This is part 3 in a series of articles explaining methods for robot localization, i.e. determining and tracking a robot’s location via noisy sensor measurements. You should start with the first part: Robot Localization I: Recursive Bayesian Estimation

This post deals with another solution to the continuous state space problem, the Kalman Filter, invented by Thiele, Swerling and Kalman. It has successfully been used in many applications, like the mission to Mars or automatic missile guidance systems (cf. [NEGENBORN, abstract]). The classical application is radar tracking, but there is a vast amount of other applications (cf. [NORVIG, pp. 588, 589]).

In its essence, it is an implementation of the Bayes Filter in which the belief is a normal (Gaussian) distribution and can therefore be represented by its parameters: a mean vector and a covariance matrix. In this representation, the mean vector is the expected state and the covariance matrix is a measure of uncertainty.


In order for the Kalman filter to work, we need to make a few assumptions about the system we wish to describe (in addition to the Markov assumptions of the Bayes filter). If these assumptions hold, the belief $bel(x_t)$ will be normally distributed at each time step $t$ and can thus be represented by a mean vector $\mu_t$ and a covariance matrix $\Sigma_t$. It is also true that if either of the three assumptions is violated, then the belief will always be non-Gaussian for $t \geq 1$ (cf. [RISTIC, p. 4]). Thus, these assumptions are necessary and sufficient conditions for the Kalman Filter. In the next section, we will see how the Kalman Filter algorithm follows from these assumptions for one-dimensional state spaces. After that, we will take a look at the multi-dimensional algorithm. The assumptions are as follows:

  • The transition model is a linear Gaussian, which means that $x_{t+1}$ is a function that is linear in $x_t$ with added random Gaussian noise:
    $x_{t+1} = A_{t+1} \cdot x_t + \Delta_{t+1} + \epsilon_{t+1}$
    where $A$ is a matrix, $\Delta$ is a translation vector and $\epsilon$ is a vector representing unpredictable Gaussian transition noise.
  • The sensor model $P(e_t \vert x_t)$ is also a linear Gaussian:
    $e_{t+1} = B_{t+1} \cdot x_{t+1} + \zeta_{t+1}$
    where $B$ is a matrix and $\zeta$ is a vector representing unpredictable Gaussian sensor noise.
  • The initial belief $bel(x_0)$ is normally distributed.
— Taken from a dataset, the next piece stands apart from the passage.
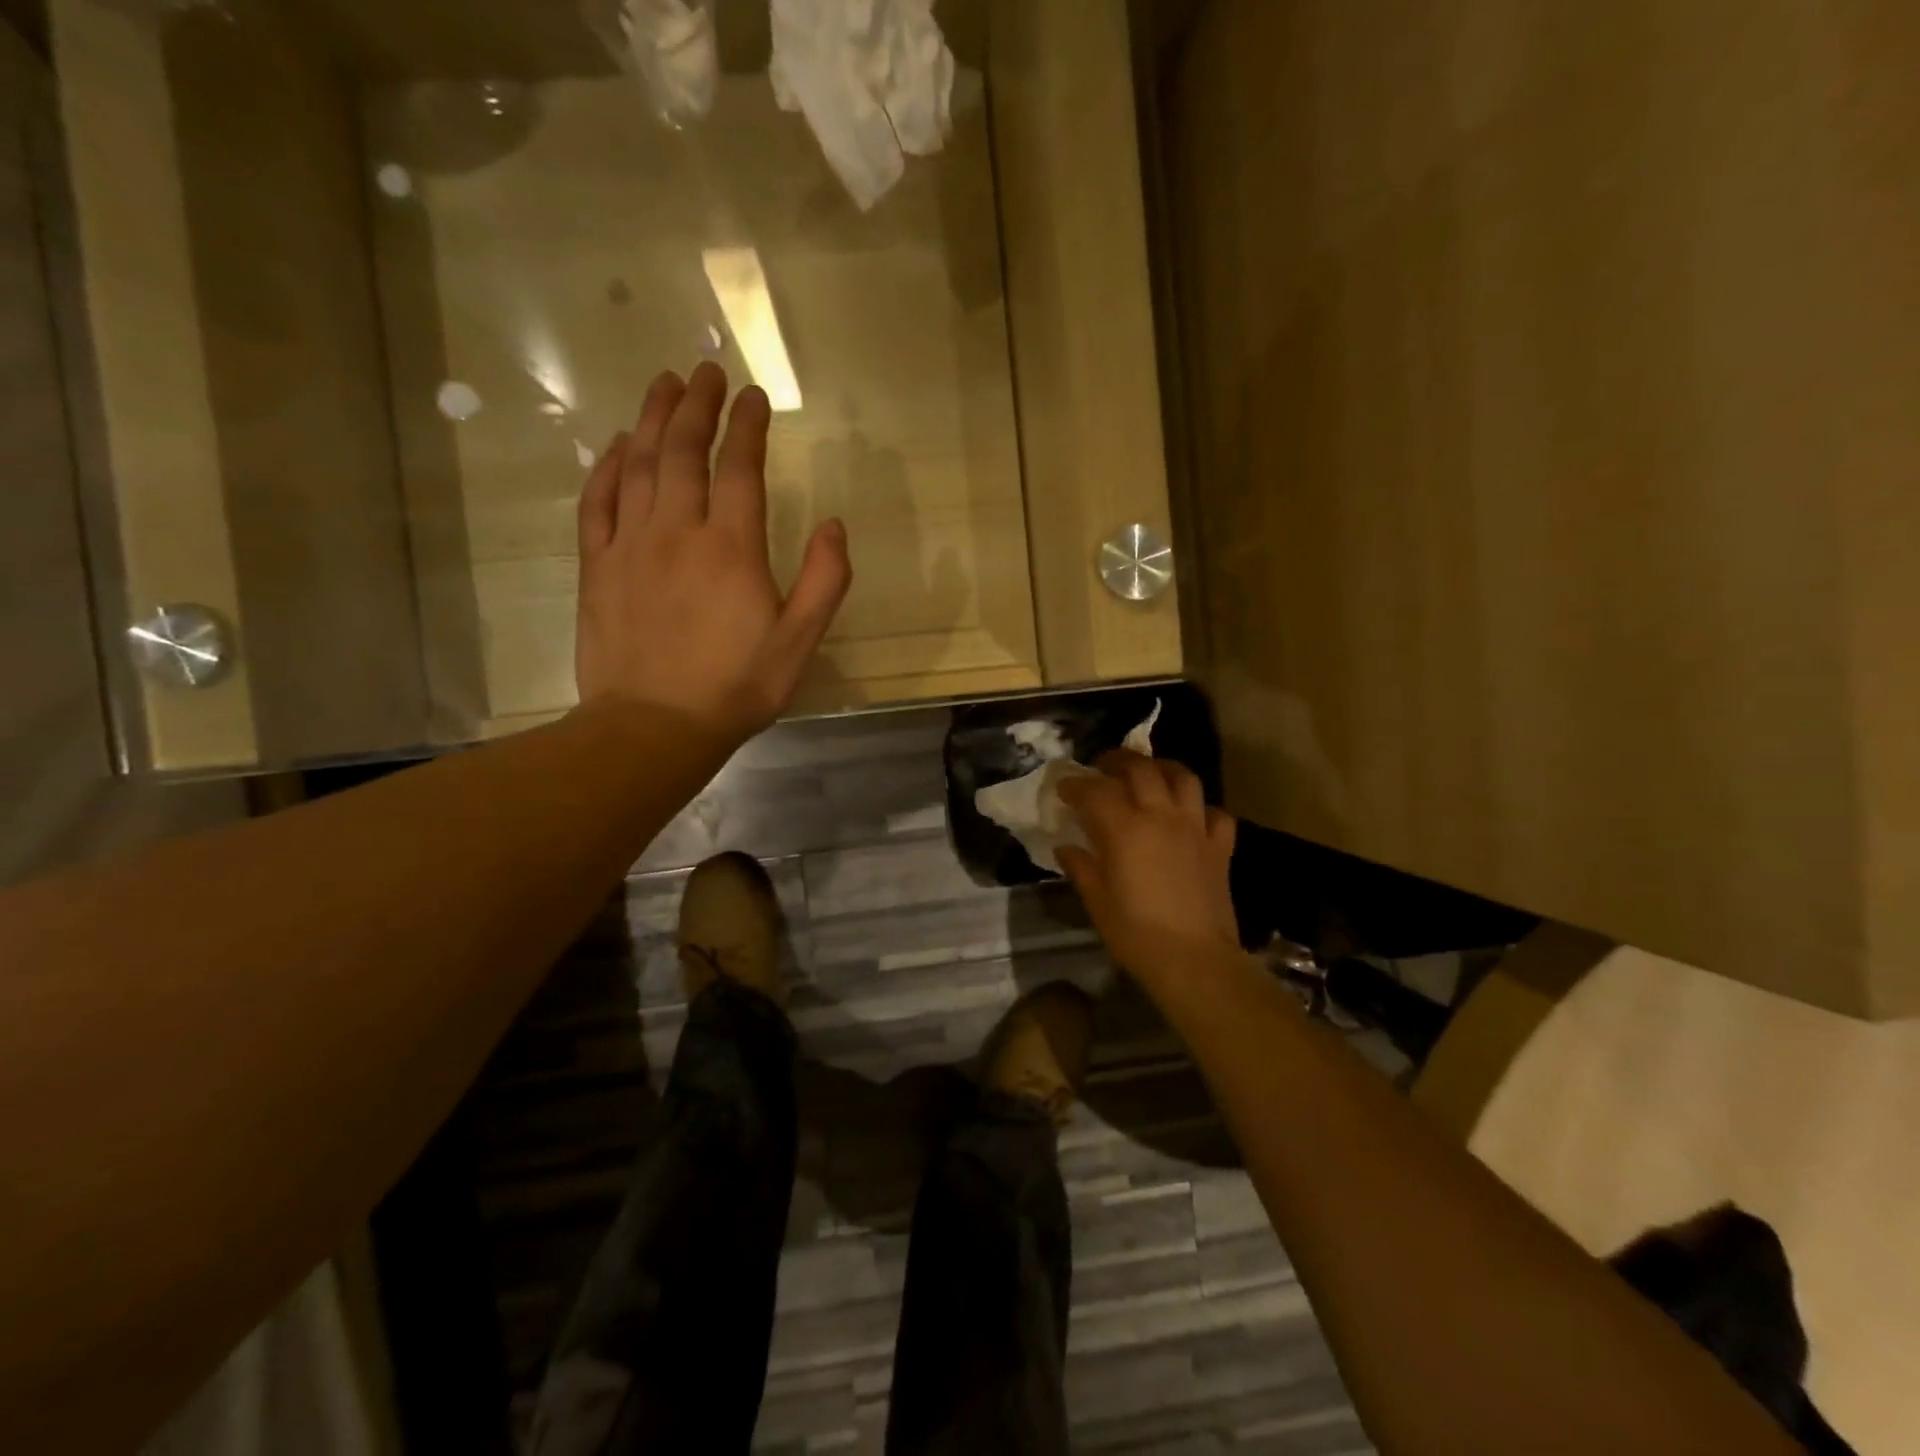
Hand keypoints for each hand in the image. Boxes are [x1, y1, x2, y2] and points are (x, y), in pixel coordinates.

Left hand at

The assertion that the belief is always normally distributed is very important, since it ensures the computational tractability of the belief update for deliberate time steps, because in the general case, i.e. for deliberate sensor and measurement distributions, a representation of the belief could, as we argued in chapter 2, grow unboundedly over time.

One-dimensional Kalman Filter

For simplicity, we’ll first assume that we are dealing with a one-dimensional state space (i.e. $x_t$ is just a real number, e.g. a position along a line). We will take a look at the multidimensional case later. The transition phase from time $t$ to $t + 1$ just adds some number $\delta_{t+1}$ to the state, plus some unpredictable Gaussian noise $\epsilon_{t+1}$ (as before, imagine a robot moving at a desired speed of $\delta$ per time step with some unpredictable random error):

$$x_{t+1} = x_t + \delta_{t+1} + \epsilon_{t+1}$$

Then our transition model is given by

$$P(x_{t+1} \, \vert \, x_t) = \mathcal{N}(x_t + \delta_{t+1}, \phi^2)$$

The variance $\phi^2$ acts as a measure of uncertainty, reflecting the transition noise $\epsilon$. In the robot example, assuming we are at position $x_t$ at time step $t$, the position at time step $t+1$ is a Gaussian cloud around an expected position of $x_t + \delta_{t+1}$ with a variance (uncertainty) of $\phi^2$.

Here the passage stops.